Book Revisits a Long-Forgotten Lynching
THE DALLAS MORNING NEWS
Monday, March 21, 2005
Written by: Diane Jennings
BOOK REVISITS A LONG-FORGOTTEN LYNCHING
For those of us who tend to view history in general, and Texas history in particular, through rose-colored glasses, who tend to think days gone by were more gracious, genteel times, Patricia Bernstein's book, The First Waco Horror: The Lynching of Jesse Washington and the Rise of the NAACP, is a rude awakening, a much-needed one.
Ms. Bernstein, a Houston public-relations executive, meticulously documents one of the darkest, and apparently one of the least known, days in Texas history, May 15, 1916. That's when a 17-year-old black farmhand, Jesse Washington, was lynched, burned and dragged through the streets of downtown Waco in front of a crowd estimated at 10,000 to 15,000 men, women and children, who made little or no protest.
In fact, the mayor of Waco and the police chief watched the horrific spectacle from the second floor of city hall, while a photographer, who had been told in advance where the lynching would occur, took a series of grisly photographs.
The photographs are shocking, as are the details of that day.

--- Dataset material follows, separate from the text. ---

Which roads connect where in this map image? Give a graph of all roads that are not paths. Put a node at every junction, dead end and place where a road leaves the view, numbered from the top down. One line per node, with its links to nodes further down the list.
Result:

Mr. Washington was convicted of the rape and murder of a Robinson housewife and sentenced to death after four minutes of jury deliberation. He confessed to the crime, but as Ms. Bernstein writes, "Nothing he could have done would have justified what happened to him."
As soon as the sentence was pronounced, a mob snatched Mr. Washington from the courtroom, threw a chain around his neck and dragged him down the street. He was stomped on, slashed at with knives and beaten with bricks, shovels and clubs. As he dangled from a tree, his fingers, ears and other body parts were cut off. Mr. Washington was then doused with coal oil and a pile of debris beneath him was set on fire. Half alive, he was lowered into the fire and raised again several times before he died.

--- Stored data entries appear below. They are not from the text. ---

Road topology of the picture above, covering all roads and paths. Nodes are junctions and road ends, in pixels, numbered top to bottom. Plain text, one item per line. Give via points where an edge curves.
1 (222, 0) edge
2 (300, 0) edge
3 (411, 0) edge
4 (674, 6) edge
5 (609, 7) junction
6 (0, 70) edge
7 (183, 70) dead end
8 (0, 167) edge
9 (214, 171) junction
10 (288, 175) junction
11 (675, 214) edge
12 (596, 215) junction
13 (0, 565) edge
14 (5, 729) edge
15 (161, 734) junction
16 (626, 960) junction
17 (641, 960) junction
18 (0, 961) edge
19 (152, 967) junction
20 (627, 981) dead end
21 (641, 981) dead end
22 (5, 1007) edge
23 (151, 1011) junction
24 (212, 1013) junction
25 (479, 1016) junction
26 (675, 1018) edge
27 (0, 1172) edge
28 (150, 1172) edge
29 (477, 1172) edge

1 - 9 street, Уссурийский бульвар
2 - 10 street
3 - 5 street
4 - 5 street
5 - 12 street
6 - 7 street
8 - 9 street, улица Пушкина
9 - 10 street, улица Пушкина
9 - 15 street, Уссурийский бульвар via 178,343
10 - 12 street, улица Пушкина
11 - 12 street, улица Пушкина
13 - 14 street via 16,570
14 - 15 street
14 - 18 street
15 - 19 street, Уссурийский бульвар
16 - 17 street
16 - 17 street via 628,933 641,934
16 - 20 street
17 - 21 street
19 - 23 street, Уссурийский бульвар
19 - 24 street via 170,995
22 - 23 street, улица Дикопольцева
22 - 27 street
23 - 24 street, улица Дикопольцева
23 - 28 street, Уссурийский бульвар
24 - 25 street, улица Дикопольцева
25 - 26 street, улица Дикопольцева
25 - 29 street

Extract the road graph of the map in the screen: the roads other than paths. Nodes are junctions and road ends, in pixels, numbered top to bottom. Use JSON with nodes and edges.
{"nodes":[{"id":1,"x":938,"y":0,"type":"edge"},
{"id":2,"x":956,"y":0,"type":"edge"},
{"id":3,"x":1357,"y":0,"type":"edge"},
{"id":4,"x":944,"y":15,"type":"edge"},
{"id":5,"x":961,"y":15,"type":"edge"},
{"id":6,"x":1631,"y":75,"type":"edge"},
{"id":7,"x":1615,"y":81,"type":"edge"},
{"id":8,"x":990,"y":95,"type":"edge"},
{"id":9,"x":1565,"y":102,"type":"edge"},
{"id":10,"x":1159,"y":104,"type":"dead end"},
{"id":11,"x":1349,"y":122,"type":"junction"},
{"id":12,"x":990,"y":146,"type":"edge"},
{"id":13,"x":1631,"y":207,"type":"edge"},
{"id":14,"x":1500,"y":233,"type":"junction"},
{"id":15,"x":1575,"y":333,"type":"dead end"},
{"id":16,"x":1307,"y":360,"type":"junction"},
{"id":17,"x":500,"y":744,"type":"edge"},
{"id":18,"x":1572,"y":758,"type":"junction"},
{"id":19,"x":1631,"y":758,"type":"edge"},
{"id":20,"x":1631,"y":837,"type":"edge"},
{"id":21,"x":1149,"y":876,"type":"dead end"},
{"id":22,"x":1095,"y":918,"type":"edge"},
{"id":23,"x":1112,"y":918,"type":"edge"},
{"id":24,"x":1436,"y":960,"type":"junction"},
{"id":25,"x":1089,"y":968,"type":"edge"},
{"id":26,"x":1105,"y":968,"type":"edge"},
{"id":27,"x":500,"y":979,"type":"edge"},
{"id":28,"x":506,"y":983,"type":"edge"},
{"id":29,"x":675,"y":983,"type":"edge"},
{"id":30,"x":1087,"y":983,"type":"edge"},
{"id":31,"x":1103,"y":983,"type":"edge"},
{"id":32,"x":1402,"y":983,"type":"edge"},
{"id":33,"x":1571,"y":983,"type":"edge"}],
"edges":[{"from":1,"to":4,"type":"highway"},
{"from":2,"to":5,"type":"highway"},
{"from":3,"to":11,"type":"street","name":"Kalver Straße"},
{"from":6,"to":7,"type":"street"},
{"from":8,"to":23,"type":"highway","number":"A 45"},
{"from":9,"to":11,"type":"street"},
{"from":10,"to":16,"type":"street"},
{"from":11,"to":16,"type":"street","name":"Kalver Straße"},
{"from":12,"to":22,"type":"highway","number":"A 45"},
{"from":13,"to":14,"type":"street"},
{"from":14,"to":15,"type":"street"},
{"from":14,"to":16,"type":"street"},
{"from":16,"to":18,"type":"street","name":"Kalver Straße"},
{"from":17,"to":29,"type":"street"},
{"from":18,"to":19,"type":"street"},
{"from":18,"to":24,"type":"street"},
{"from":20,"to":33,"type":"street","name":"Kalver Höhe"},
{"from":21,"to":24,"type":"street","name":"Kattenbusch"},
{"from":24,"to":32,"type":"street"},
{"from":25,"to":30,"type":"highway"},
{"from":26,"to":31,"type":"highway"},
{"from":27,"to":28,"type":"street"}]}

Hours later someone took what was left of Mr. Washington's body and dragged it through the streets until arriving in Robinson, where it was put in a sack and hung from a pole in front of a blacksmith's shop.
Mr. Washington was not the only person to be lynched in Texas in the first half of the 20th century, nor was he the last. But his death was particularly horrifying. And because it took place in one of Texas' largest and most educated cities, word spread across the country. Several newspapers, including the Houston Chronicle and The New York Times called the crime a "horror," but W.E.B. Dubois dubbed it the "Waco Horror" in a special section of The Crisis , an NAACP publication. Attention generated by the lynching didn't bring an immediate end to lynching in Waco or across the country, but it did force the issue into the public arena.
The title of Ms. Bernstein's book alludes to the Branch Davidian horror near Waco in 1993, but the killing of Mr. Washington also brings to mind the dragging death of James Byrd Jr. of Jasper in 1998.
Ms. Bernstein's book is well written, though keeping track of those involved in the effort to bring the issue to public attention gets difficult. And it is short: only 206 pages, plus footnotes. But The First Waco Horror is not an easy read because it makes the reader squirm.
Some readers may even find themselves taking a magnifying glass to the crowd pictures to look more closely at the faces of the spectators. They were mostly male, clad in white shirts and straw boaters, or coats and ties and fedoras. No horns, no tails, which makes this book even more disturbing and more necessary to add to any Texas history library.